### Exercise data
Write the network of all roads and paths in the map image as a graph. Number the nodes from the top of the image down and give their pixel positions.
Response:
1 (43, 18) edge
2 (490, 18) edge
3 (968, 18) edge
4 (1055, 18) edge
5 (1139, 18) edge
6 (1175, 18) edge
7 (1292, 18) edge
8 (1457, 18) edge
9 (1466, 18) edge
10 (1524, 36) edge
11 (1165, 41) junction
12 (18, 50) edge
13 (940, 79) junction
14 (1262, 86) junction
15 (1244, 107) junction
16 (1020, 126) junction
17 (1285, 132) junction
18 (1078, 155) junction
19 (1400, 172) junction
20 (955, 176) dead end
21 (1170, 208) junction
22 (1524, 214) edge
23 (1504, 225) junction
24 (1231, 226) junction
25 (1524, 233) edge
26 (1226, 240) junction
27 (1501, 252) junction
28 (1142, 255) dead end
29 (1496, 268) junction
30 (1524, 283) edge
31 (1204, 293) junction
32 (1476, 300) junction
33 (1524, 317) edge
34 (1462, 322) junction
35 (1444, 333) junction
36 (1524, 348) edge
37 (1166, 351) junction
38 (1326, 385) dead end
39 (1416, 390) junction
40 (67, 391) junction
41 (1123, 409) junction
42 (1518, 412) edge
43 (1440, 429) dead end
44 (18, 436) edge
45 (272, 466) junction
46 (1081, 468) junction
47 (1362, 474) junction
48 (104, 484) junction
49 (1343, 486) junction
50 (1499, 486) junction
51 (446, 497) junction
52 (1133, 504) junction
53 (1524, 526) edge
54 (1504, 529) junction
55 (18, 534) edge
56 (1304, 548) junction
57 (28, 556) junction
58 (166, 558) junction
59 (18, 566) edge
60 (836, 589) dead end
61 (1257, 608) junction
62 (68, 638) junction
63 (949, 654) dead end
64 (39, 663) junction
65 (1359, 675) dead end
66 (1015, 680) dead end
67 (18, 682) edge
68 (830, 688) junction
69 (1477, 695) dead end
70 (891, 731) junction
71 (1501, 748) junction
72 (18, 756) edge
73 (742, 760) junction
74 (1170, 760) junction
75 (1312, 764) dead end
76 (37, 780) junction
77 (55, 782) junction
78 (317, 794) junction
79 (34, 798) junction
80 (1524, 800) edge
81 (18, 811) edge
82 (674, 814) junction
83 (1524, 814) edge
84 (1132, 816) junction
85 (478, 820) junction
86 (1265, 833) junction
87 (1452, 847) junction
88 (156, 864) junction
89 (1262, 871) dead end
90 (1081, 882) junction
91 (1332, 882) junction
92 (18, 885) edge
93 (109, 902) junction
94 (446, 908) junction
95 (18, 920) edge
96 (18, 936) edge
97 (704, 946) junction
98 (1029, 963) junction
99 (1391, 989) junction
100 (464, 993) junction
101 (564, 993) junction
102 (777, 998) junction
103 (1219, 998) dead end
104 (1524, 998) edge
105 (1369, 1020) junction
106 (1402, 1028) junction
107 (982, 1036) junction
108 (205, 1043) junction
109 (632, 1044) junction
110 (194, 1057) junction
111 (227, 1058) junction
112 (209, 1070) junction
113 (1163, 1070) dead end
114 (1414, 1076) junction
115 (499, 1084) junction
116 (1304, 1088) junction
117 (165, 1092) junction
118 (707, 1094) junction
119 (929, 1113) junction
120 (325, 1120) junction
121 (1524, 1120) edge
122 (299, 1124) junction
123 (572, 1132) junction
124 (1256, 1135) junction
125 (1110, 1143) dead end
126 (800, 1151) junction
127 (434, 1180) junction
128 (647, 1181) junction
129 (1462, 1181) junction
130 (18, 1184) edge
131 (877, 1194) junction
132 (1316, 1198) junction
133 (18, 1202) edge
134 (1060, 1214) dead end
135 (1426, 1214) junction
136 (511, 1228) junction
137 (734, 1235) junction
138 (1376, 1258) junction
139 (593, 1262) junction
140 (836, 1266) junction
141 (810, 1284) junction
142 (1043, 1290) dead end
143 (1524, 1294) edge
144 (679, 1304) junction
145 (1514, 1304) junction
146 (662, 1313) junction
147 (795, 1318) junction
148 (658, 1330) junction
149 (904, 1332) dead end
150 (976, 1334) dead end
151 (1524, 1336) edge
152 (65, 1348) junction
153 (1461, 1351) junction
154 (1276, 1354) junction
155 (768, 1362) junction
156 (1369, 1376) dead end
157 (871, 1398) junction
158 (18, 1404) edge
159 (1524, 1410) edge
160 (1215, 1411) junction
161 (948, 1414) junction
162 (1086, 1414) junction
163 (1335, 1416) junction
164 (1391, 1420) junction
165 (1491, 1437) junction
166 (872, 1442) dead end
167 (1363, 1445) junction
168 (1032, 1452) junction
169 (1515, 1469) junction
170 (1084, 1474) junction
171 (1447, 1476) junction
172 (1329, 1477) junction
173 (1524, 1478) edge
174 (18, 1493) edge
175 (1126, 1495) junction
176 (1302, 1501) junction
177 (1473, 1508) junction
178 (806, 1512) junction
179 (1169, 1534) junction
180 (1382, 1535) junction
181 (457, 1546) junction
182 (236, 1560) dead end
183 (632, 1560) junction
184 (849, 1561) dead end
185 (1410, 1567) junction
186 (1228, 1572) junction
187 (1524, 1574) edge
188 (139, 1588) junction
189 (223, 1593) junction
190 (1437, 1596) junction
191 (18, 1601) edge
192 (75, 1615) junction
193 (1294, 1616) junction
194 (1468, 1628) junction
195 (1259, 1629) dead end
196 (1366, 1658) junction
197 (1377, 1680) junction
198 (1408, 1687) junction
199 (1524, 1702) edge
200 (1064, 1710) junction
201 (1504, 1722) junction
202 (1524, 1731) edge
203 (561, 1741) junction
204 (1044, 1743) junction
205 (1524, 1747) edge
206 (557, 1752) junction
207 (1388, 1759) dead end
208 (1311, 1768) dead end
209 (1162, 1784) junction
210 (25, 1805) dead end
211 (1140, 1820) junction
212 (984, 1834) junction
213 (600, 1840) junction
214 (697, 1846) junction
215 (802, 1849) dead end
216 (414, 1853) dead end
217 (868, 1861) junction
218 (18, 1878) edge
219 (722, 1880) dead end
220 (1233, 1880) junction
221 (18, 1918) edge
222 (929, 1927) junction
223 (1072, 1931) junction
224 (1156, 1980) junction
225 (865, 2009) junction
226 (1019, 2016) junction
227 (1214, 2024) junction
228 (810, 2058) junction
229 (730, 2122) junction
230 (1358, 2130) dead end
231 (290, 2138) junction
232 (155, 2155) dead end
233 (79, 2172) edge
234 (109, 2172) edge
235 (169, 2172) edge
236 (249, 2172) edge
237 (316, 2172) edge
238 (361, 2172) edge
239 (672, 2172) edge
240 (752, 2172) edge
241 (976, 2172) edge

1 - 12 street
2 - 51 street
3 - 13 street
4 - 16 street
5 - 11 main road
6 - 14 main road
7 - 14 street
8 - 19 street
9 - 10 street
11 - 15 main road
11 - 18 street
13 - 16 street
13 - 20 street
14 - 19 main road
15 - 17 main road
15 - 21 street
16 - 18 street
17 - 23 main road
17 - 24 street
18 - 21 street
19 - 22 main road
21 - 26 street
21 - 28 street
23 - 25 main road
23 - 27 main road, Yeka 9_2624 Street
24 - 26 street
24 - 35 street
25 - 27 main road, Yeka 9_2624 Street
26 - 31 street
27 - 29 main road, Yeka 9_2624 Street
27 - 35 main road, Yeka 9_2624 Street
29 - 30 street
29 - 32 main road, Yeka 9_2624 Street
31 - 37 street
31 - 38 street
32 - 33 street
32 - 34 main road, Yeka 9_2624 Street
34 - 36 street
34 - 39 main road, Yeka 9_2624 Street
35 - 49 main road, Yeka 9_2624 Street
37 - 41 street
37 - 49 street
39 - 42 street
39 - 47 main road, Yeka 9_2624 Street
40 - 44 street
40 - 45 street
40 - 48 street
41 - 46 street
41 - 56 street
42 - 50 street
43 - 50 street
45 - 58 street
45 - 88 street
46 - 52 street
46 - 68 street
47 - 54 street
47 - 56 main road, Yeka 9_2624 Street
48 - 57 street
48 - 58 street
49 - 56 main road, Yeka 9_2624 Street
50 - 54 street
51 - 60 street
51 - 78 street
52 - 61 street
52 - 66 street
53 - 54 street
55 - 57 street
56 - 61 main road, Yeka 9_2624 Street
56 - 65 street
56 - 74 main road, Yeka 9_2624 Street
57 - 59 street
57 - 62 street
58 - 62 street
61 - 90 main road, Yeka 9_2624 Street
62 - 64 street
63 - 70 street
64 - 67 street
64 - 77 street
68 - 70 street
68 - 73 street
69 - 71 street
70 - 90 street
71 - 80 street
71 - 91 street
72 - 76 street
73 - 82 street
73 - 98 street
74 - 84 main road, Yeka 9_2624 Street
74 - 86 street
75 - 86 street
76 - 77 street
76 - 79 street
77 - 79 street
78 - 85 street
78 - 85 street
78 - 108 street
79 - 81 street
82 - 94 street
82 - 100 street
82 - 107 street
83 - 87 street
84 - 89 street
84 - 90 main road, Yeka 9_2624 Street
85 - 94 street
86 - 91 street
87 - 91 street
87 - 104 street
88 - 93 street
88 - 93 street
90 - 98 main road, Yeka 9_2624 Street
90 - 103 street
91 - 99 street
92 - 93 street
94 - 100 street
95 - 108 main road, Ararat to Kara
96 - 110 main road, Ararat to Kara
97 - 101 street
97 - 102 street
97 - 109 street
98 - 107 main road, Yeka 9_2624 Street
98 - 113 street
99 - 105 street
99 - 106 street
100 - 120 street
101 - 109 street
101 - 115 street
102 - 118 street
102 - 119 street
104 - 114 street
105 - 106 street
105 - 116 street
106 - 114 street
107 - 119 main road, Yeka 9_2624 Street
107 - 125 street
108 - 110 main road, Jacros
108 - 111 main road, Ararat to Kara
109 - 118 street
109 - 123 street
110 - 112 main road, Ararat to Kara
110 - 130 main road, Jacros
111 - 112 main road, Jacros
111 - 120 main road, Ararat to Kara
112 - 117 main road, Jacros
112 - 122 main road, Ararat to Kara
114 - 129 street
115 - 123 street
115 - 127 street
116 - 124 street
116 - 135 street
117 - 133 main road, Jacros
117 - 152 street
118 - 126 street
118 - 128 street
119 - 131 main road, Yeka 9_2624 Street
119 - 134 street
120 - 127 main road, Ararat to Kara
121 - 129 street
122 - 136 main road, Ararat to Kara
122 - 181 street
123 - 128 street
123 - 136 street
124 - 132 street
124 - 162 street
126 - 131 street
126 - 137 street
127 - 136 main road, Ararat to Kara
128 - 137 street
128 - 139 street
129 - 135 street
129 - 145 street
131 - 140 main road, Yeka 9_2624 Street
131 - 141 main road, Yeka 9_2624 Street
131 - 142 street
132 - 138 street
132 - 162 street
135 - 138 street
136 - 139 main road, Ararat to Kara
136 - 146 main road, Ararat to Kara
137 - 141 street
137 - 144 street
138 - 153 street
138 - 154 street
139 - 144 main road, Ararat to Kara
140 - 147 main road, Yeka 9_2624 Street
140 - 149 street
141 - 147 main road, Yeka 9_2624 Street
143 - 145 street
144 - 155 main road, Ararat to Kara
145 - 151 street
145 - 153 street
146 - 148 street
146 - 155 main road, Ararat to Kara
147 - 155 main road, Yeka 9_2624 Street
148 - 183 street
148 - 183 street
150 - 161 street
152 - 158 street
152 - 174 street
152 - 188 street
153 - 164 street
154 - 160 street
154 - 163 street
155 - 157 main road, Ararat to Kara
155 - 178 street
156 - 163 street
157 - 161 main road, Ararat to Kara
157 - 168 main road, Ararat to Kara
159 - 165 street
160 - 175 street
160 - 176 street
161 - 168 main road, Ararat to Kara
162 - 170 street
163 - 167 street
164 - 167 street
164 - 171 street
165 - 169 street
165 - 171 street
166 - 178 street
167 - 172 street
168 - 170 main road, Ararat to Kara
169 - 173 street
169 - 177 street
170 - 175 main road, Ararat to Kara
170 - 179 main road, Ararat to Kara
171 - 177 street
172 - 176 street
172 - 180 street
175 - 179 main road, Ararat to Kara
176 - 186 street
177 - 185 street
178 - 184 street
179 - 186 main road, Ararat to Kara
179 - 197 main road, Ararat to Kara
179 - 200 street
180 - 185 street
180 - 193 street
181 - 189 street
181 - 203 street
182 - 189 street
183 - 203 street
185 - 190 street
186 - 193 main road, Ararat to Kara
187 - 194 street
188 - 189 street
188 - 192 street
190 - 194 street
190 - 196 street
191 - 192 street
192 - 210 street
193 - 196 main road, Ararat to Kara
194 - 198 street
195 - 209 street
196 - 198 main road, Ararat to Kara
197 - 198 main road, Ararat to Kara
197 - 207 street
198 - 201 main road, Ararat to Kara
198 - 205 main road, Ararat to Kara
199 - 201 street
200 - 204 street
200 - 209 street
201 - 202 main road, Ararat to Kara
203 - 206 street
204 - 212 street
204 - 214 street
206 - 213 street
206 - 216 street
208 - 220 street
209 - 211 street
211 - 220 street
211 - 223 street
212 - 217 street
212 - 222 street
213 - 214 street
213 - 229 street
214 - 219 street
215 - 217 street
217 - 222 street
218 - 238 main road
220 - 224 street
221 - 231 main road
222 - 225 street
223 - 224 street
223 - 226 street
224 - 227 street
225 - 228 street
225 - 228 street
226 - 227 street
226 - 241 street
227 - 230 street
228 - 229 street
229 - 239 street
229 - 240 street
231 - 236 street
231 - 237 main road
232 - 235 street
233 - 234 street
######
Throughout the records above, find the lines in which the word "Jacros" appears and return them.

108 - 110 main road, Jacros
110 - 130 main road, Jacros
111 - 112 main road, Jacros
112 - 117 main road, Jacros
117 - 133 main road, Jacros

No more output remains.